Jonpuri has its roots in Hindustani music and has spread its branches far and wide into Carnatic Music. This attractive raga is said to have been named after the sultan Sharqui of Jonpur. The emotions conveyed by this raga, brought forth beautifully in light classical pieces and folk tunes, are bhakthi, zesty appeal and stunning grandeur. Jonpuri features the notes Sadja, Chatusruti Rishaba, Sadharana Gandhara, Suddha Madhyama, Pancama, and Kaisiki Nishada in ascent and the Suddha Dhaivata in addition to these notes in the descent.
Jonpuri became popular with the song “Eppo varuvaro” composed by Gopalakrishna Bharati. The moving lyrics and dramatic tune are evergreen.
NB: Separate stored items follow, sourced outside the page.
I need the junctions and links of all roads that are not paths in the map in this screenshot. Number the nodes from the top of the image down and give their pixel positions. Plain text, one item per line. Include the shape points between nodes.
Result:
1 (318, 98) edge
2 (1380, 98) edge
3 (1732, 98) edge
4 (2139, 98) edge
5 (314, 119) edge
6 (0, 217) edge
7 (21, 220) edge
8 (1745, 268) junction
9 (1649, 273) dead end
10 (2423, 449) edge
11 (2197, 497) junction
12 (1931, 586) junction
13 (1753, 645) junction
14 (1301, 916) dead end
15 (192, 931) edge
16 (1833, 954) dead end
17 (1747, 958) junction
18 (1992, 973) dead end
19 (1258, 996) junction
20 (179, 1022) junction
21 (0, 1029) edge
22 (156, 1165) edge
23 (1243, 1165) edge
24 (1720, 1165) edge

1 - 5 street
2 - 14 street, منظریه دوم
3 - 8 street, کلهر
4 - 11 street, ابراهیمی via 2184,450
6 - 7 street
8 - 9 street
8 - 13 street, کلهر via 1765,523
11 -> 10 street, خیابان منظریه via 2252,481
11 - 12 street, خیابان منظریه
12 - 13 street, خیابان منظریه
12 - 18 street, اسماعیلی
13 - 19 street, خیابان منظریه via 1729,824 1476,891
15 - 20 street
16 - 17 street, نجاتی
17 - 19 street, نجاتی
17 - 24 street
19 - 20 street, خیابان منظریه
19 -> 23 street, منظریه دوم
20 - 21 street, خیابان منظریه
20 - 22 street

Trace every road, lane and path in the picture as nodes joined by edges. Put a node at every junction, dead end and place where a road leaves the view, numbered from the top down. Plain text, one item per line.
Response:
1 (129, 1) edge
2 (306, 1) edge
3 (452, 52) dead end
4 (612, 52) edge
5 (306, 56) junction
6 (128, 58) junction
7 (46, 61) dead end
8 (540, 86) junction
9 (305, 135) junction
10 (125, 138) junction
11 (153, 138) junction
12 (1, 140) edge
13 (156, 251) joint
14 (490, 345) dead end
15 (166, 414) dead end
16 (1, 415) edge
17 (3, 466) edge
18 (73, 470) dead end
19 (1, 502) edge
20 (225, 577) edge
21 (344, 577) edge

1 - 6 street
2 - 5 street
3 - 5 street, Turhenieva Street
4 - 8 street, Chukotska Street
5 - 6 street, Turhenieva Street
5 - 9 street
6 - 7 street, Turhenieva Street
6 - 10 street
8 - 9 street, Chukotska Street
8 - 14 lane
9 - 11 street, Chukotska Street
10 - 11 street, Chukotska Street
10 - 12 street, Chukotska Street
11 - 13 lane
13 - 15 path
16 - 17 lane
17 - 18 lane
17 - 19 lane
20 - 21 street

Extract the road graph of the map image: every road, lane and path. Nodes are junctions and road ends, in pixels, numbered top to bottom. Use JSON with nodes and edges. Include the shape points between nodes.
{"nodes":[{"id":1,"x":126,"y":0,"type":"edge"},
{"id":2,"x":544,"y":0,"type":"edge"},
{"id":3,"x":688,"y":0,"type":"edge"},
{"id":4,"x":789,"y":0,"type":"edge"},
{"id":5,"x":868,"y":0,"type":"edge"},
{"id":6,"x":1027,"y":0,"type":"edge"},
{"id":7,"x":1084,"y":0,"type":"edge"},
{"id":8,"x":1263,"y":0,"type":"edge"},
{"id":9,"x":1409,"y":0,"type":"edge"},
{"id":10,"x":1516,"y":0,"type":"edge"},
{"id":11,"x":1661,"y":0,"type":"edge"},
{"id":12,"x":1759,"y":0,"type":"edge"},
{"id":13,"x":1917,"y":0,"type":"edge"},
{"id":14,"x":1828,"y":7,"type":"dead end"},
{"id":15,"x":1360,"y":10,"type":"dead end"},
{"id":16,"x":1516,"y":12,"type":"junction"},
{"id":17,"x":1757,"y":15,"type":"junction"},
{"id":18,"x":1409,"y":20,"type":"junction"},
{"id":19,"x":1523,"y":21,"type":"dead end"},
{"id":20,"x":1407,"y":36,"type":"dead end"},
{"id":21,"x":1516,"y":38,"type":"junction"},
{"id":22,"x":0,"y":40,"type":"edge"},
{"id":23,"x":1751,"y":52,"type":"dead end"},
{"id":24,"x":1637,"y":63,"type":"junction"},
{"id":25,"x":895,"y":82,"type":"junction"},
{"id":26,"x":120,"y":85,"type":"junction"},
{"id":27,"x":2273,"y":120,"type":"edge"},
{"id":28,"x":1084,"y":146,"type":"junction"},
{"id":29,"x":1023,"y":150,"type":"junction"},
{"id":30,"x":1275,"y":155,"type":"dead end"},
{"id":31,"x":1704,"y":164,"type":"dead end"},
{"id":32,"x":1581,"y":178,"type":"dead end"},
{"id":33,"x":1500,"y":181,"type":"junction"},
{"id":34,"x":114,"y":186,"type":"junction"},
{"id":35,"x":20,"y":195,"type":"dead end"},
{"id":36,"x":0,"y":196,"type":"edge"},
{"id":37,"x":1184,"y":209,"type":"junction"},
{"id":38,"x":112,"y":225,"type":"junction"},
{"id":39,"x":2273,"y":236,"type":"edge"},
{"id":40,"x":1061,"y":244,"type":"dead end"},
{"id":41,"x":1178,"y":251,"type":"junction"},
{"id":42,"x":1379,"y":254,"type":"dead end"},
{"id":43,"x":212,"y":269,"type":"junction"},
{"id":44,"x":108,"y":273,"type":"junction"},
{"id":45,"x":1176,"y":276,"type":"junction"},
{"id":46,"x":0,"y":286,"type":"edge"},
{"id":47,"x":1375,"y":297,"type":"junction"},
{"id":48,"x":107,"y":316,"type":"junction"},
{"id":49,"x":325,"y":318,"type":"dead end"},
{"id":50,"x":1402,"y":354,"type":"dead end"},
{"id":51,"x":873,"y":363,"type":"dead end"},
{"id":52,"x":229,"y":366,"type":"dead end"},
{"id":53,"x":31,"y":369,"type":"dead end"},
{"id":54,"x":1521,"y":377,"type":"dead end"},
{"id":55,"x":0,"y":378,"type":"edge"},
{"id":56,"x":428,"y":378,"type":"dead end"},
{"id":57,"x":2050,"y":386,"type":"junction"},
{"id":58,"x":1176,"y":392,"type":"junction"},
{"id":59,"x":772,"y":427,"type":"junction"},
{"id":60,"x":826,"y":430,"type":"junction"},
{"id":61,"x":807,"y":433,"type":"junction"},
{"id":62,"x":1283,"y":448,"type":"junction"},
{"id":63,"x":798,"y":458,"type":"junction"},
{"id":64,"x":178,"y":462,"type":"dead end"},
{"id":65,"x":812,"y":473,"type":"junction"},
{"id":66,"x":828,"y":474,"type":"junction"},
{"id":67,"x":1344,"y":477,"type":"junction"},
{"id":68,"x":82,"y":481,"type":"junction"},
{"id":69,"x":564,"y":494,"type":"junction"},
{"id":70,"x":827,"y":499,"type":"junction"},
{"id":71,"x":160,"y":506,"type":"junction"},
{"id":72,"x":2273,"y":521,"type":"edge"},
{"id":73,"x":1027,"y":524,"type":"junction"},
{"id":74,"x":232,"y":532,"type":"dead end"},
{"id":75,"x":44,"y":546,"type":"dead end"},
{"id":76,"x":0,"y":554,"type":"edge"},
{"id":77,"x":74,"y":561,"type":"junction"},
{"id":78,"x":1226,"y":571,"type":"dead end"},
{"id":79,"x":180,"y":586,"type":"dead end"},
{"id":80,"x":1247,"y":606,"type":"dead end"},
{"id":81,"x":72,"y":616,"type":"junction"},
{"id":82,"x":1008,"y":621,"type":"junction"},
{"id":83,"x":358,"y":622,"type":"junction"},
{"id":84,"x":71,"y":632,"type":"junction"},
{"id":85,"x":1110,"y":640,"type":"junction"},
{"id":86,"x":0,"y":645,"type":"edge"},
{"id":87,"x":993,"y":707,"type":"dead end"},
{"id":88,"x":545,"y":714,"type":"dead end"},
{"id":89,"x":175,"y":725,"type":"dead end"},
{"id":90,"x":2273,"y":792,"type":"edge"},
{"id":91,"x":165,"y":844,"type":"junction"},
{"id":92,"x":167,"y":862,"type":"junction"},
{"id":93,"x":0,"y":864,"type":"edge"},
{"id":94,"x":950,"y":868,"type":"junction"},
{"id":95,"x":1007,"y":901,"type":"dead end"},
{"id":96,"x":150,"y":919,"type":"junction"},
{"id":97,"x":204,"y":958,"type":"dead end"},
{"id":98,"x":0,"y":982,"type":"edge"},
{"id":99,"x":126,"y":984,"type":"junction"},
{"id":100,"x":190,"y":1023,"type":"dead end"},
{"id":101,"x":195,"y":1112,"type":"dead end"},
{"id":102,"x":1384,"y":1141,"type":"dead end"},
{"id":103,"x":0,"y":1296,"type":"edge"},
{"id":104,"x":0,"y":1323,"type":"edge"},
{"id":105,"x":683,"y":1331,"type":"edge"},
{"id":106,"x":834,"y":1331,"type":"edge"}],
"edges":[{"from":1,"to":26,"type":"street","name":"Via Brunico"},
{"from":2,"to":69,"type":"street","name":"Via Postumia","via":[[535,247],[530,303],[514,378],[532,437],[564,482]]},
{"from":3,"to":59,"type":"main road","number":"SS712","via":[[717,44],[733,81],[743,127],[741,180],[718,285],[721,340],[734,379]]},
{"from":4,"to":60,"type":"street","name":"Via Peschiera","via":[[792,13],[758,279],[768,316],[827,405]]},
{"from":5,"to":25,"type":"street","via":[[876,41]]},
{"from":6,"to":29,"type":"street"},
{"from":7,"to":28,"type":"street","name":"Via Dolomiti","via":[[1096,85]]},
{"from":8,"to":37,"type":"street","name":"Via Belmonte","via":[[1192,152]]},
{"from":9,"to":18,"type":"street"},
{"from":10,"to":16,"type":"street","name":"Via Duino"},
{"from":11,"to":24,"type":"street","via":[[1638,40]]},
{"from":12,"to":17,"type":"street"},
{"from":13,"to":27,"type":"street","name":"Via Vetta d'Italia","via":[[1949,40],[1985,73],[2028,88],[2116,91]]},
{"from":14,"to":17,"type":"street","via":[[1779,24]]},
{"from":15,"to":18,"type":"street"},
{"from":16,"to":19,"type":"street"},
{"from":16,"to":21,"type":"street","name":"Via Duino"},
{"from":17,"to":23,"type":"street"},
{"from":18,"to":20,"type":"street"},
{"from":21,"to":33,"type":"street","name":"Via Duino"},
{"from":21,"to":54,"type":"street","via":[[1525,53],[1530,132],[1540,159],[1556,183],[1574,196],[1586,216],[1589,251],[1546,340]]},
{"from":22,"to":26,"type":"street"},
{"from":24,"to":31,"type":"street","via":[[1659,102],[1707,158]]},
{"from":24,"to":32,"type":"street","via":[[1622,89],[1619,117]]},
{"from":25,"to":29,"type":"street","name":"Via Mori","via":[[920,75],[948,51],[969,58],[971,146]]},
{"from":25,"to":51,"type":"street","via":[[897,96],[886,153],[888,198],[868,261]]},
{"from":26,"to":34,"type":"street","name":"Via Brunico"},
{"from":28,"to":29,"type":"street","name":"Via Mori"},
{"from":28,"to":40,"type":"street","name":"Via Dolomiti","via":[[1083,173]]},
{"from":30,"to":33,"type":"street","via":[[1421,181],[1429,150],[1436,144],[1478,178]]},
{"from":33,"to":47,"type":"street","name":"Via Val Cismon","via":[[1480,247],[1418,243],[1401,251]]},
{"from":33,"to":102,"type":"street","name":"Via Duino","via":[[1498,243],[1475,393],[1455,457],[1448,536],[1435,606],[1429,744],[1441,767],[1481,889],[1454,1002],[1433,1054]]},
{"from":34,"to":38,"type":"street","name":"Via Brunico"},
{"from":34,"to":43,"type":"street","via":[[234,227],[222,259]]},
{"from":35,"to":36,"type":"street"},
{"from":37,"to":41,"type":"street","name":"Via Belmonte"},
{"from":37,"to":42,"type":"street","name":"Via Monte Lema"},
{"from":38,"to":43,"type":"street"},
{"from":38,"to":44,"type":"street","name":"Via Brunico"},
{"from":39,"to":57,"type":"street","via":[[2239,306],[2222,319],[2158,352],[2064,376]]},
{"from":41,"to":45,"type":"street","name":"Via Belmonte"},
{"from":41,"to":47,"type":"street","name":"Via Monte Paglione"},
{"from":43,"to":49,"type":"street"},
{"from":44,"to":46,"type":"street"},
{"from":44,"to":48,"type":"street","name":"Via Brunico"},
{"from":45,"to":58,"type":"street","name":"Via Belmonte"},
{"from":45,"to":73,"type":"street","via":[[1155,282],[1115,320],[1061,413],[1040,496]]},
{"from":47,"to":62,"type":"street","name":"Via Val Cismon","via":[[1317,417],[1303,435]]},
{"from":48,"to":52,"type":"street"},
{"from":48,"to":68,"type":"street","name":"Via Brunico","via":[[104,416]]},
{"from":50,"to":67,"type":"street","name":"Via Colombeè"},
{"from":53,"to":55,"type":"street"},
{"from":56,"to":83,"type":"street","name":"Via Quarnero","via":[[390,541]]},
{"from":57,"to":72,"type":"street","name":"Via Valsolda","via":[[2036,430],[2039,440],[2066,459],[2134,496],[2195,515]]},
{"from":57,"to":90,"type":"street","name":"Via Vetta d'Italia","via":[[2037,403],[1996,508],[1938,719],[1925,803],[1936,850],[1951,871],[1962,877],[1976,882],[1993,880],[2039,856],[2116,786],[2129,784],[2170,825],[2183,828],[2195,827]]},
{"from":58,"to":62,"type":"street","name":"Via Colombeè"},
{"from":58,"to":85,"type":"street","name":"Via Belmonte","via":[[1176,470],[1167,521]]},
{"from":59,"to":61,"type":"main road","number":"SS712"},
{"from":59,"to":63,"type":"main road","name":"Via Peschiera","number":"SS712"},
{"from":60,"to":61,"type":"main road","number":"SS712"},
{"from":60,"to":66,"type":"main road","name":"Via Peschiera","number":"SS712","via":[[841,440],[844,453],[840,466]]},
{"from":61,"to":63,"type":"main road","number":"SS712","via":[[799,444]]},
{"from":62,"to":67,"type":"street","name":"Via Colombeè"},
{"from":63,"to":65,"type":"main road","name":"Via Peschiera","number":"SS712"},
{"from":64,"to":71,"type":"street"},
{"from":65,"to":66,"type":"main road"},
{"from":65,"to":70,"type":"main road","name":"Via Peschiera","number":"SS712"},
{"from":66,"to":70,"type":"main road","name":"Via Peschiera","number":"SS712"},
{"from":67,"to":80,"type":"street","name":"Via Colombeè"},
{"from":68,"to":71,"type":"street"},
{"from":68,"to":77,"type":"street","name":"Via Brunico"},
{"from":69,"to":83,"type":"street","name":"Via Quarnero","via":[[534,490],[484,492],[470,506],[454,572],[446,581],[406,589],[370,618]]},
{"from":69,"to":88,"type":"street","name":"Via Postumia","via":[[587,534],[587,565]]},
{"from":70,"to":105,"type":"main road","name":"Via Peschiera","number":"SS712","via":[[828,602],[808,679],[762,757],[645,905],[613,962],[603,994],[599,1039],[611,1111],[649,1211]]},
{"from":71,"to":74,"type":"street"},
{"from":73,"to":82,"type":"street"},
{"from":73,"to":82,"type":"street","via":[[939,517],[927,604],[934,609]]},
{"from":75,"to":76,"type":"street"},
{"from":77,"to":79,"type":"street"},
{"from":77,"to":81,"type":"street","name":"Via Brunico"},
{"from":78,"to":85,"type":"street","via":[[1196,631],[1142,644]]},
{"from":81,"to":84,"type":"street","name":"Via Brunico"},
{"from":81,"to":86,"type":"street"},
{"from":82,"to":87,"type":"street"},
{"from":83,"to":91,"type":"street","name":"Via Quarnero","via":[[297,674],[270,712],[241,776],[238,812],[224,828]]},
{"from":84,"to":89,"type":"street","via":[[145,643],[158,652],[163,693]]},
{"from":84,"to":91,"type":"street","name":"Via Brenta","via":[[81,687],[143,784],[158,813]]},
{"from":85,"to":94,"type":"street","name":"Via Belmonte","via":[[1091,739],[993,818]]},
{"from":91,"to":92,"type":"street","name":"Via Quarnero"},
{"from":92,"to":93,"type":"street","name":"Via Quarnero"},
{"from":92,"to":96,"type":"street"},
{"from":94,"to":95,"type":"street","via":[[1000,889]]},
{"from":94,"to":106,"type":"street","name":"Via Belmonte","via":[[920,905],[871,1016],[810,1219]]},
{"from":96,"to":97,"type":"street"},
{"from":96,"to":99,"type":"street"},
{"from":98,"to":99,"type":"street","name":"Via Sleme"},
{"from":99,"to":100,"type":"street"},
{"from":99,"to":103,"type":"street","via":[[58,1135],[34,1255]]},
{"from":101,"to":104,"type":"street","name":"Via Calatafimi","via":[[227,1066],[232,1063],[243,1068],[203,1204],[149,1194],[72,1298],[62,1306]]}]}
Purandaradasa’s “Rama mantrava” is also well-known. “Sapasya Kousalya” has been popularised by Semmangudi Srinivasa Iyer.
A raga with such dramatic contours ought to have been used extensively in film music and this has been achieved to a certain extent. One of the earliest appearances of this raga was in the film “Chintamani” in which MK Thyagaraja Bhagavathar brilliantly sings “Ullamellam inba vellam” in this raga. This song was composed by Papanasam Sivan.
In “Ashok Kumar”, MKT sings “Gnanakann onru” and “Sathva guna bodhan” in this raga. Both these songs were super hits and took off at the upper octave, this being the beauty of Jonpuri. “Sathva guna bodhan” tune is the same as “Eppo varuvaro” tune and this further contributed to the successful reach of the song. The grand opening of the charanams in the higher octave Rishaba in “Sathva guna” still resounds in our ears.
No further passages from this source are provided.